Published: 25 July 2008



Effective interventions to prevent overweight and obesity in children are urgently needed especially in inner-city neighbourhoods where prevalence of overweight and inactivity among primary school children is high. A school based intervention was developed aiming at the reduction of overweight and inactivity in these children by addressing both behavioural and environmental determinants.

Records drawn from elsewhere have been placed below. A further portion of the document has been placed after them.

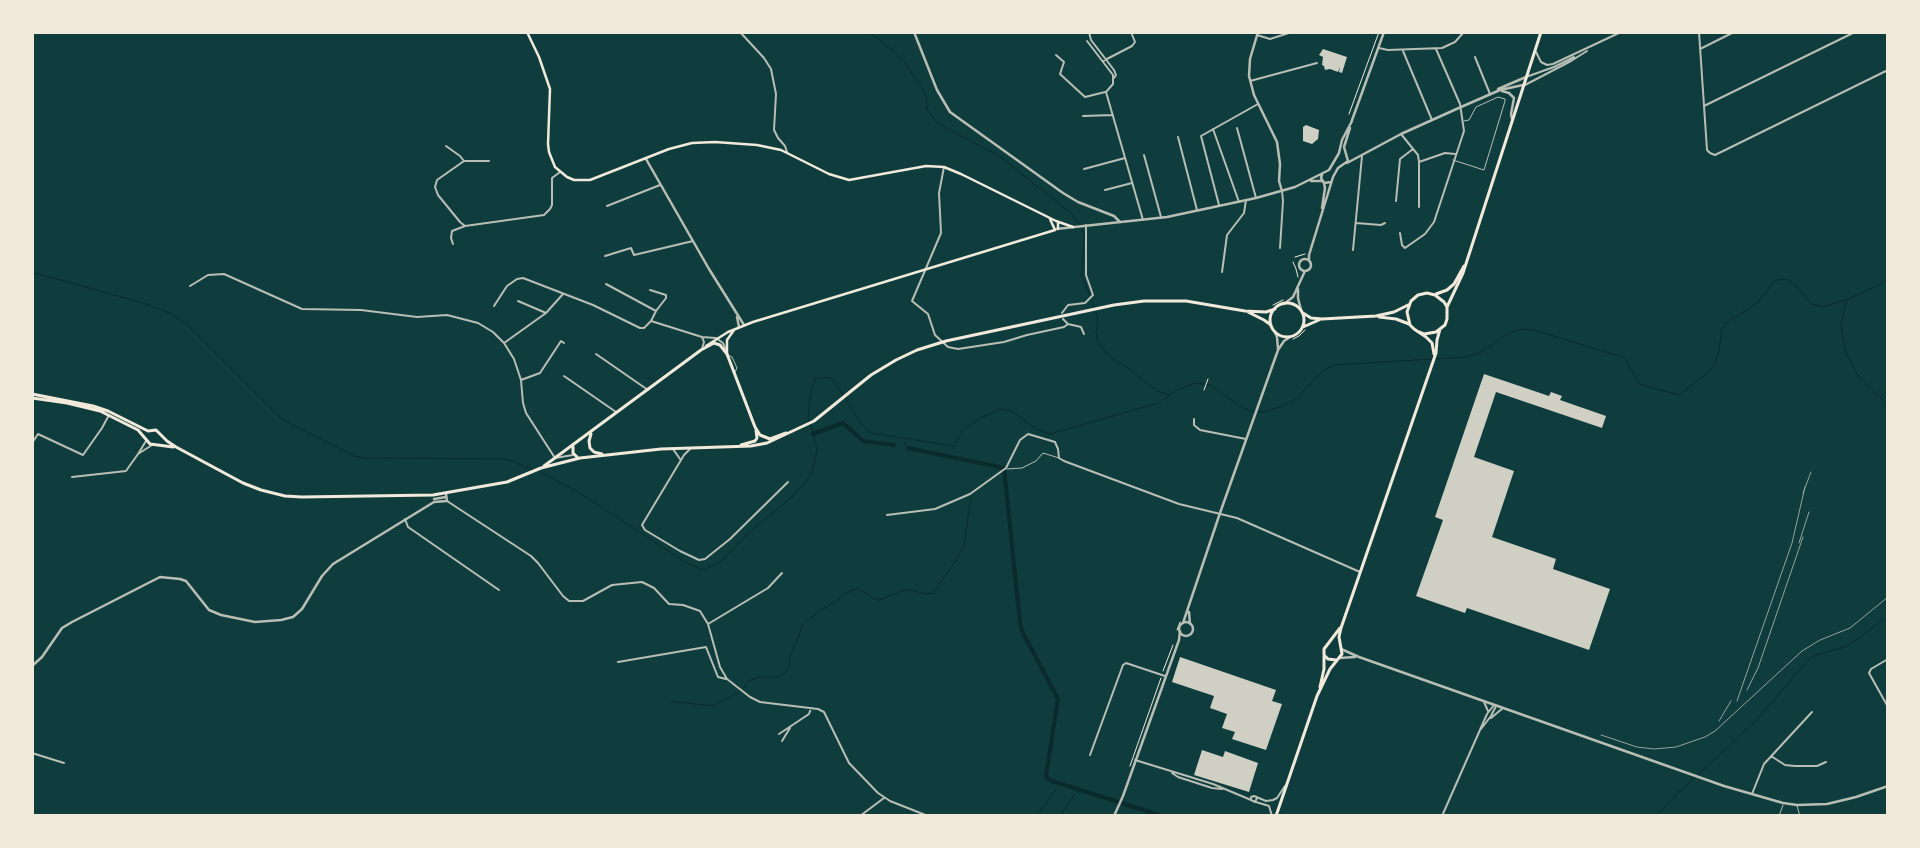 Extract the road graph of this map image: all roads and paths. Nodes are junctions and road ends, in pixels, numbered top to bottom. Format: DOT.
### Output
graph roads {
  1 [pos="527,32"];
  2 [pos="740,32"];
  3 [pos="914,32"];
  4 [pos="1089,32"];
  5 [pos="1131,32"];
  6 [pos="1292,32"];
  7 [pos="1379,32"];
  8 [pos="1384,32"];
  9 [pos="1464,32"];
  10 [pos="1541,32"];
  11 [pos="1621,32"];
  12 [pos="1699,32"];
  13 [pos="1734,32"];
  14 [pos="1854,32"];
  15 [pos="1258,34"];
  16 [pos="1087,41"];
  17 [pos="1536,45"];
  18 [pos="1593,46"];
  19 [pos="1379,48"];
  20 [pos="1436,49"];
  21 [pos="1700,49"];
  22 [pos="1403,50"];
  23 [pos="1056,56"];
  24 [pos="1475,57"];
  25 [pos="1106,59"];
  26 [pos="1102,61"];
  27 [pos="1317,63"];
  28 [pos="1888,70"];
  29 [pos="1528,72"];
  30 [pos="1531,76"];
  31 [pos="1526,77"];
  32 [pos="1114,78"];
  33 [pos="1540,78"];
  34 [pos="1250,82"];
  35 [pos="1523,85"];
  36 [pos="1106,92"];
  37 [pos="1490,94"];
  38 [pos="1258,104"];
  39 [pos="1704,106"];
  40 [pos="1461,107"];
  41 [pos="1349,114"];
  42 [pos="1113,115"];
  43 [pos="1083,116"];
  44 [pos="1354,116"];
  45 [pos="1432,120"];
  46 [pos="1352,121"];
  47 [pos="1463,121"];
  48 [pos="1513,122"];
  49 [pos="1237,128"];
  50 [pos="1213,130"];
  51 [pos="1401,134"];
  52 [pos="1178,138"];
  53 [pos="446,146"];
  54 [pos="1413,149"];
  55 [pos="787,152"];
  56 [pos="1339,153"];
  57 [pos="1346,154"];
  58 [pos="1362,154"];
  59 [pos="1455,155"];
  60 [pos="1144,156"];
  61 [pos="1355,157"];
  62 [pos="1125,158"];
  63 [pos="646,159"];
  64 [pos="1336,159"];
  65 [pos="1453,160"];
  66 [pos="464,161"];
  67 [pos="489,162"];
  68 [pos="1419,162"];
  69 [pos="1344,164"];
  70 [pos="944,167"];
  71 [pos="1084,170"];
  72 [pos="1327,171"];
  73 [pos="560,172"];
  74 [pos="1323,173"];
  75 [pos="1333,177"];
  76 [pos="1279,181"];
  77 [pos="1308,181"];
  78 [pos="1323,182"];
  79 [pos="1332,182"];
  80 [pos="1132,183"];
  81 [pos="661,184"];
  82 [pos="1105,190"];
  83 [pos="1282,191"];
  84 [pos="1274,193"];
  85 [pos="1256,198"];
  86 [pos="1246,200"];
  87 [pos="1396,201"];
  88 [pos="1238,202"];
  89 [pos="606,206"];
  90 [pos="1220,206"];
  91 [pos="1419,207"];
  92 [pos="1197,210"];
  93 [pos="1322,211"];
  94 [pos="1049,218"];
  95 [pos="1161,218"];
  96 [pos="1142,220"];
  97 [pos="1057,222"];
  98 [pos="1120,222"];
  99 [pos="1356,223"];
  100 [pos="1385,223"];
  101 [pos="465,226"];
  102 [pos="1085,226"];
  103 [pos="1074,227"];
  104 [pos="1057,229"];
  105 [pos="1400,233"];
  106 [pos="693,241"];
  107 [pos="453,244"];
  108 [pos="1280,248"];
  109 [pos="1353,250"];
  110 [pos="1307,254"];
  111 [pos="1469,254"];
  112 [pos="605,256"];
  113 [pos="1295,257"];
  114 [pos="1307,260"];
  115 [pos="1292,262"];
  116 [pos="927,268"];
  117 [pos="1303,271"];
  118 [pos="1222,272"];
  119 [pos="606,284"];
  120 [pos="1296,284"];
  121 [pos="190,286"];
  122 [pos="1298,287"];
  123 [pos="650,290"];
  124 [pos="563,294"];
  125 [pos="1435,295"];
  126 [pos="1287,299"];
  127 [pos="518,302"];
  128 [pos="1284,304"];
  129 [pos="1409,305"];
  130 [pos="494,306"];
  131 [pos="1271,307"];
  132 [pos="1447,307"];
  133 [pos="1275,309"];
  134 [pos="656,311"];
  135 [pos="1245,311"];
  136 [pos="1302,311"];
  137 [pos="546,313"];
  138 [pos="1062,313"];
  139 [pos="737,315"];
  140 [pos="1376,316"];
  141 [pos="1063,319"];
  142 [pos="1322,319"];
  143 [pos="651,321"];
  144 [pos="1068,324"];
  145 [pos="744,325"];
  146 [pos="1410,325"];
  147 [pos="1272,326"];
  148 [pos="739,327"];
  149 [pos="1303,327"];
  150 [pos="1308,328"];
  151 [pos="735,329"];
  152 [pos="1440,330"];
  153 [pos="1275,332"];
  154 [pos="1419,332"];
  155 [pos="1084,334"];
  156 [pos="702,337"];
  157 [pos="716,338"];
  158 [pos="1290,339"];
  159 [pos="504,343"];
  160 [pos="564,344"];
  161 [pos="701,350"];
  162 [pos="1278,350"];
  163 [pos="596,354"];
  164 [pos="727,354"];
  165 [pos="1434,357"];
  166 [pos="564,376"];
  167 [pos="1208,379"];
  168 [pos="521,380"];
  169 [pos="648,390"];
  170 [pos="1204,390"];
  171 [pos="32,396"];
  172 [pos="618,413"];
  173 [pos="109,415"];
  174 [pos="1194,419"];
  175 [pos="755,427"];
  176 [pos="148,430"];
  177 [pos="595,430"];
  178 [pos="794,431"];
  179 [pos="161,436"];
  180 [pos="145,439"];
  181 [pos="1246,439"];
  182 [pos="32,443"];
  183 [pos="154,445"];
  184 [pos="573,446"];
  185 [pos="176,447"];
  186 [pos="730,447"];
  187 [pos="692,448"];
  188 [pos="673,449"];
  189 [pos="138,454"];
  190 [pos="574,455"];
  191 [pos="607,456"];
  192 [pos="555,458"];
  193 [pos="579,458"];
  194 [pos="1059,458"];
  195 [pos="680,461"];
  196 [pos="541,468"];
  197 [pos="1006,468"];
  198 [pos="72,477"];
  199 [pos="788,482"];
  200 [pos="446,497"];
  201 [pos="434,499"];
  202 [pos="1220,513"];
  203 [pos="887,515"];
  204 [pos="405,519"];
  205 [pos="1360,572"];
  206 [pos="782,573"];
  207 [pos="499,590"];
  208 [pos="1189,608"];
  209 [pos="1182,622"];
  210 [pos="708,624"];
  211 [pos="1190,624"];
  212 [pos="1177,628"];
  213 [pos="1341,628"];
  214 [pos="1178,632"];
  215 [pos="1186,635"];
  216 [pos="1176,643"];
  217 [pos="1330,643"];
  218 [pos="1341,648"];
  219 [pos="1324,655"];
  220 [pos="1359,657"];
  221 [pos="1338,659"];
  222 [pos="1888,659"];
  223 [pos="618,662"];
  224 [pos="32,666"];
  225 [pos="1163,671"];
  226 [pos="1165,676"];
  227 [pos="727,679"];
  228 [pos="1160,681"];
  229 [pos="1318,696"];
  230 [pos="1483,700"];
  231 [pos="1495,704"];
  232 [pos="1888,707"];
  233 [pos="811,708"];
  234 [pos="1505,708"];
  235 [pos="1812,712"];
  236 [pos="1487,714"];
  237 [pos="1488,721"];
  238 [pos="791,727"];
  239 [pos="1479,731"];
  240 [pos="779,734"];
  241 [pos="782,741"];
  242 [pos="32,753"];
  243 [pos="1090,755"];
  244 [pos="1770,756"];
  245 [pos="1135,760"];
  246 [pos="1826,762"];
  247 [pos="64,763"];
  248 [pos="1128,772"];
  249 [pos="1288,782"];
  250 [pos="1888,786"];
  251 [pos="1752,794"];
  252 [pos="1242,795"];
  253 [pos="1252,796"];
  254 [pos="884,798"];
  255 [pos="1257,798"];
  256 [pos="1251,800"];
  257 [pos="1256,802"];
  258 [pos="1783,803"];
  259 [pos="1797,805"];
  260 [pos="860,816"];
  261 [pos="928,816"];
  262 [pos="1114,816"];
  263 [pos="1274,816"];
  264 [pos="1442,816"];
  265 [pos="1779,816"];
  266 [pos="1800,816"];
  1 -- 73 [label="main road"];
  2 -- 55 [label="street"];
  3 -- 98 [label="street"];
  4 -- 25 [label="street"];
  5 -- 25 [label="street"];
  6 -- 15 [label="street"];
  7 -- 41 [label="path"];
  8 -- 19 [label="street"];
  9 -- 20 [label="street"];
  10 -- 17 [label="main road"];
  11 -- 18 [label="street"];
  12 -- 21 [label="street"];
  13 -- 21 [label="street"];
  14 -- 39 [label="street"];
  15 -- 34 [label="street"];
  16 -- 26 [label="street"];
  17 -- 18 [label="street"];
  17 -- 29 [label="main road"];
  18 -- 30 [label="street"];
  18 -- 33 [label="street"];
  19 -- 22 [label="street"];
  19 -- 44 [label="street"];
  20 -- 22 [label="street"];
  20 -- 40 [label="street"];
  21 -- 39 [label="street"];
  22 -- 45 [label="street"];
  23 -- 36 [label="street"];
  24 -- 37 [label="street"];
  25 -- 26 [label="street"];
  25 -- 32 [label="street"];
  26 -- 32 [label="street"];
  27 -- 34 [label="street"];
  28 -- 39 [label="street"];
  29 -- 30 [label="street"];
  29 -- 31 [label="main road"];
  30 -- 31 [label="street"];
  30 -- 33 [label="street"];
  31 -- 35 [label="main road"];
  31 -- 37 [label="street"];
  32 -- 36 [label="street"];
  33 -- 35 [label="street"];
  34 -- 38 [label="street"];
  35 -- 37 [label="street"];
  35 -- 48 [label="main road"];
  36 -- 42 [label="street"];
  37 -- 40 [label="street"];
  37 -- 48 [label="street"];
  38 -- 50 [label="street"];
  38 -- 76 [label="street"];
  40 -- 45 [label="street"];
  40 -- 47 [label="street"];
  41 -- 44 [label="lane"];
  42 -- 43 [label="street"];
  42 -- 62 [label="street"];
  44 -- 46 [label="street"];
  45 -- 51 [label="street"];
  46 -- 56 [label="street"];
  46 -- 57 [label="street"];
  47 -- 59 [label="street"];
  47 -- 65 [label="lane"];
  48 -- 111 [label="main road"];
  49 -- 85 [label="street"];
  50 -- 88 [label="street"];
  50 -- 90 [label="street"];
  51 -- 54 [label="street"];
  51 -- 58 [label="street"];
  52 -- 92 [label="street"];
  53 -- 66 [label="street"];
  54 -- 68 [label="street"];
  54 -- 87 [label="street"];
  55 -- 63 [label="main road"];
  55 -- 70 [label="main road"];
  56 -- 57 [label="street"];
  56 -- 64 [label="street"];
  57 -- 61 [label="street"];
  57 -- 69 [label="street"];
  58 -- 61 [label="street"];
  58 -- 99 [label="street"];
  59 -- 65 [label="street"];
  59 -- 68 [label="street"];
  60 -- 95 [label="street"];
  61 -- 69 [label="street"];
  62 -- 71 [label="street"];
  62 -- 80 [label="street"];
  63 -- 73 [label="main road"];
  63 -- 81 [label="street"];
  64 -- 69 [label="street"];
  64 -- 72 [label="street"];
  65 -- 105 [label="street"];
  66 -- 67 [label="street"];
  66 -- 101 [label="street"];
  68 -- 91 [label="street"];
  69 -- 75 [label="street"];
  70 -- 94 [label="main road"];
  70 -- 116 [label="street"];
  72 -- 74 [label="street"];
  72 -- 75 [label="street"];
  73 -- 101 [label="street"];
  74 -- 77 [label="street"];
  74 -- 78 [label="street"];
  75 -- 79 [label="street"];
  76 -- 83 [label="street"];
  76 -- 84 [label="street"];
  77 -- 78 [label="street"];
  77 -- 83 [label="street"];
  78 -- 79 [label="street"];
  78 -- 93 [label="street"];
  79 -- 93 [label="street"];
  80 -- 82 [label="street"];
  80 -- 96 [label="street"];
  81 -- 89 [label="street"];
  81 -- 106 [label="street"];
  83 -- 84 [label="street"];
  83 -- 108 [label="street"];
  84 -- 85 [label="street"];
  85 -- 86 [label="street"];
  86 -- 88 [label="street"];
  86 -- 118 [label="street"];
  88 -- 90 [label="street"];
  90 -- 92 [label="street"];
  92 -- 95 [label="street"];
  93 -- 110 [label="street"];
  94 -- 97 [label="main road"];
  94 -- 104 [label="main road"];
  95 -- 96 [label="street"];
  96 -- 98 [label="street"];
  97 -- 103 [label="main road"];
  97 -- 104 [label="main road"];
  98 -- 102 [label="street"];
  99 -- 100 [label="street"];
  99 -- 109 [label="street"];
  101 -- 107 [label="street"];
  102 -- 103 [label="street"];
  102 -- 138 [label="street"];
  103 -- 104 [label="street"];
  104 -- 116 [label="main road"];
  106 -- 112 [label="street"];
  106 -- 139 [label="street"];
  110 -- 113 [label="path"];
  110 -- 114 [label="street"];
  111 -- 125 [label="main road"];
  111 -- 132 [label="main road"];
  114 -- 117 [label="street"];
  114 -- 117 [label="street"];
  115 -- 120 [label="path"];
  116 -- 144 [label="street"];
  116 -- 145 [label="main road"];
  117 -- 122 [label="street"];
  119 -- 134 [label="street"];
  121 -- 159 [label="street"];
  122 -- 128 [label="street"];
  122 -- 136 [label="street"];
  123 -- 134 [label="street"];
  124 -- 130 [label="street"];
  124 -- 137 [label="street"];
  124 -- 143 [label="street"];
  125 -- 129 [label="main road"];
  125 -- 132 [label="main road"];
  126 -- 131 [label="path"];
  127 -- 137 [label="street"];
  128 -- 133 [label="main road"];
  128 -- 136 [label="main road"];
  129 -- 140 [label="main road"];
  129 -- 146 [label="main road"];
  132 -- 152 [label="main road"];
  133 -- 135 [label="main road"];
  133 -- 147 [label="main road"];
  134 -- 143 [label="street"];
  135 -- 147 [label="main road"];
  135 -- 178 [label="main road"];
  136 -- 142 [label="main road"];
  136 -- 149 [label="main road"];
  137 -- 159 [label="street"];
  139 -- 145 [label="street"];
  139 -- 148 [label="street"];
  140 -- 142 [label="main road"];
  140 -- 146 [label="main road"];
  141 -- 144 [label="street"];
  142 -- 149 [label="main road"];
  143 -- 156 [label="street"];
  144 -- 155 [label="street"];
  145 -- 148 [label="main road"];
  146 -- 154 [label="main road"];
  147 -- 153 [label="main road"];
  148 -- 151 [label="main road"];
  149 -- 158 [label="main road"];
  150 -- 158 [label="path"];
  151 -- 157 [label="main road"];
  151 -- 164 [label="main road"];
  152 -- 154 [label="main road"];
  152 -- 165 [label="main road"];
  153 -- 158 [label="main road"];
  153 -- 162 [label="street"];
  154 -- 165 [label="main road"];
  156 -- 157 [label="street"];
  156 -- 161 [label="street"];
  157 -- 161 [label="main road"];
  157 -- 164 [label="street"];
  158 -- 162 [label="street"];
  159 -- 168 [label="street"];
  160 -- 168 [label="street"];
  161 -- 164 [label="main road"];
  161 -- 169 [label="main road"];
  162 -- 181 [label="street"];
  163 -- 169 [label="street"];
  164 -- 175 [label="main road"];
  165 -- 205 [label="main road"];
  166 -- 172 [label="street"];
  167 -- 170 [label="path"];
  168 -- 192 [label="street"];
  169 -- 172 [label="main road"];
  171 -- 173 [label="main road"];
  171 -- 176 [label="main road"];
  172 -- 177 [label="main road"];
  173 -- 180 [label="main road"];
  173 -- 182 [label="street"];
  174 -- 181 [label="street"];
  175 -- 178 [label="main road"];
  175 -- 186 [label="main road"];
  176 -- 179 [label="main road"];
  176 -- 180 [label="main road"];
  177 -- 184 [label="main road"];
  177 -- 191 [label="main road"];
  178 -- 186 [label="main road"];
  179 -- 183 [label="main road"];
  179 -- 185 [label="main road"];
  180 -- 183 [label="main road"];
  180 -- 189 [label="street"];
  181 -- 202 [label="street"];
  183 -- 185 [label="main road"];
  183 -- 189 [label="street"];
  184 -- 190 [label="main road"];
  184 -- 192 [label="main road"];
  185 -- 201 [label="main road"];
  186 -- 187 [label="main road"];
  187 -- 188 [label="main road"];
  187 -- 195 [label="street"];
  188 -- 191 [label="main road"];
  188 -- 195 [label="street"];
  189 -- 198 [label="street"];
  190 -- 192 [label="street"];
  190 -- 193 [label="main road"];
  191 -- 193 [label="main road"];
  192 -- 196 [label="main road"];
  193 -- 196 [label="main road"];
  194 -- 197 [label="lane"];
  194 -- 197 [label="street"];
  194 -- 202 [label="street"];
  195 -- 199 [label="street"];
  196 -- 200 [label="main road"];
  197 -- 203 [label="street"];
  200 -- 201 [label="main road"];
  200 -- 201 [label="street"];
  200 -- 210 [label="street"];
  201 -- 204 [label="street"];
  202 -- 205 [label="street"];
  202 -- 208 [label="street"];
  204 -- 207 [label="street"];
  204 -- 224 [label="street"];
  205 -- 213 [label="main road"];
  206 -- 210 [label="street"];
  208 -- 209 [label="street"];
  208 -- 211 [label="street"];
  209 -- 211 [label="street"];
  209 -- 212 [label="path"];
  209 -- 214 [label="street"];
  210 -- 227 [label="street"];
  211 -- 215 [label="street"];
  213 -- 217 [label="main road"];
  213 -- 218 [label="main road"];
  214 -- 215 [label="street"];
  214 -- 216 [label="street"];
  215 -- 216 [label="street"];
  216 -- 225 [label="path"];
  216 -- 226 [label="street"];
  217 -- 218 [label="main road"];
  217 -- 219 [label="main road"];
  218 -- 220 [label="street"];
  218 -- 221 [label="main road"];
  219 -- 221 [label="main road"];
  219 -- 229 [label="main road"];
  220 -- 221 [label="street"];
  220 -- 230 [label="street"];
  221 -- 229 [label="main road"];
  222 -- 232 [label="street"];
  223 -- 227 [label="street"];
  226 -- 243 [label="street"];
  226 -- 245 [label="street"];
  227 -- 233 [label="street"];
  228 -- 248 [label="path"];
  229 -- 249 [label="main road"];
  230 -- 231 [label="street"];
  230 -- 236 [label="street"];
  231 -- 234 [label="street"];
  231 -- 236 [label="street"];
  231 -- 237 [label="street"];
  233 -- 238 [label="street"];
  233 -- 254 [label="street"];
  234 -- 237 [label="street"];
  234 -- 251 [label="street"];
  235 -- 244 [label="street"];
  236 -- 239 [label="street"];
  237 -- 239 [label="street"];
  238 -- 240 [label="street"];
  238 -- 241 [label="street"];
  239 -- 264 [label="street"];
  242 -- 247 [label="street"];
  244 -- 246 [label="street"];
  244 -- 251 [label="street"];
  245 -- 252 [label="street"];
  245 -- 262 [label="street"];
  249 -- 255 [label="street"];
  249 -- 263 [label="main road"];
  250 -- 259 [label="street"];
  251 -- 258 [label="street"];
  252 -- 253 [label="street"];
  252 -- 256 [label="street"];
  253 -- 255 [label="street"];
  253 -- 256 [label="street"];
  254 -- 260 [label="street"];
  254 -- 261 [label="street"];
  255 -- 257 [label="street"];
  256 -- 257 [label="street"];
  257 -- 263 [label="street"];
  258 -- 259 [label="street"];
  258 -- 265 [label="lane"];
  259 -- 266 [label="lane"];
}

The main components of the intervention (Lekker Fit!) are the re-establishment of a professional physical education teacher; three (instead of two) PE classes per week; additional sport and play activities outside school hours; fitness testing; classroom education on healthy nutrition, active living and healthy lifestyle choices; and the involvement of parents. The effectiveness of the intervention is evaluated through a cluster randomized controlled trial in 20 primary schools among grades 3 through 8 (6–12 year olds). Primary outcome measures are BMI, waist circumference and fitness. Secondary outcome measures are assessed in a subgroup of grade 6–8 pupils (9–12 year olds) through classroom questionnaires and constitute of nutrition and physical activity behaviours and behavioural determinants. Multilevel regression analyses are used to study differences in outcomes between children in the intervention schools and in control schools, taking clustering of children within schools into account.


Hypotheses are that the intervention results in a lower prevalence of children being overweight and an improved mean fitness score, in comparison with a control group where the intervention is not implemented. The results of our study will contribute to the discussion on the role of physical education and physical activity in the school curriculum.